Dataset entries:
━━━━━━━━━━━━━━━━
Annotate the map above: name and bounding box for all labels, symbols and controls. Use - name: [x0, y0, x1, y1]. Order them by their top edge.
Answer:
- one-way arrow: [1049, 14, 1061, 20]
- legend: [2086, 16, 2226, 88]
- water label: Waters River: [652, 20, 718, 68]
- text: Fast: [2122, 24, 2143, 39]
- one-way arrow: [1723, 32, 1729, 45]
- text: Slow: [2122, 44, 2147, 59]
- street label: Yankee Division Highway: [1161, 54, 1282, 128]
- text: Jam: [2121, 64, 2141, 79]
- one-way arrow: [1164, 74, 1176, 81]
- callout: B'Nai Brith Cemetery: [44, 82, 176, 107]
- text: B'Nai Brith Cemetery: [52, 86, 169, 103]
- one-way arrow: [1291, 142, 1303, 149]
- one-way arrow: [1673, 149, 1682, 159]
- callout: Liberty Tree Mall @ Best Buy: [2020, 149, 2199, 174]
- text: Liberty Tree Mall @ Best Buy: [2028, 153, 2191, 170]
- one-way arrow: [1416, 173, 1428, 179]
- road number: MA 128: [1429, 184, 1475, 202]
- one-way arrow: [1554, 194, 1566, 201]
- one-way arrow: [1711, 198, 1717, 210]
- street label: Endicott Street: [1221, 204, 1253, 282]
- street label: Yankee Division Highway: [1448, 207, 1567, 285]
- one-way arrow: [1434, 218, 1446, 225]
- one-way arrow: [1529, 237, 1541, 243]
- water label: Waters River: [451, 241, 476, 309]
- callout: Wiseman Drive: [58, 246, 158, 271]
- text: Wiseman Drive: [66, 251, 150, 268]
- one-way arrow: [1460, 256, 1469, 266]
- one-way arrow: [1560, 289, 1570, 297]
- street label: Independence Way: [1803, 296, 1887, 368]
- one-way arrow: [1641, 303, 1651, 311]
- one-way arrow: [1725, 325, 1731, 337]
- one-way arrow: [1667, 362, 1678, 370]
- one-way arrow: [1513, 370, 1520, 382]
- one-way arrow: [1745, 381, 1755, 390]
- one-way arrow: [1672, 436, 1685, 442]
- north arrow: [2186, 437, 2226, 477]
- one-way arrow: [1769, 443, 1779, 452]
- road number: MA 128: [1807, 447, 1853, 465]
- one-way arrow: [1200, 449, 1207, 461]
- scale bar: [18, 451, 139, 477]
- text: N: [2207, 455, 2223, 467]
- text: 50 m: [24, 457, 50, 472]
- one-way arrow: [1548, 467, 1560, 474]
━━━━━━━━━━━━━━━━
What the task asks: Search the data for the word "Best" and copy each line where it appears.

Solution to the exercise:
- callout: Liberty Tree Mall @ Best Buy: [2020, 149, 2199, 174]
- text: Liberty Tree Mall @ Best Buy: [2028, 153, 2191, 170]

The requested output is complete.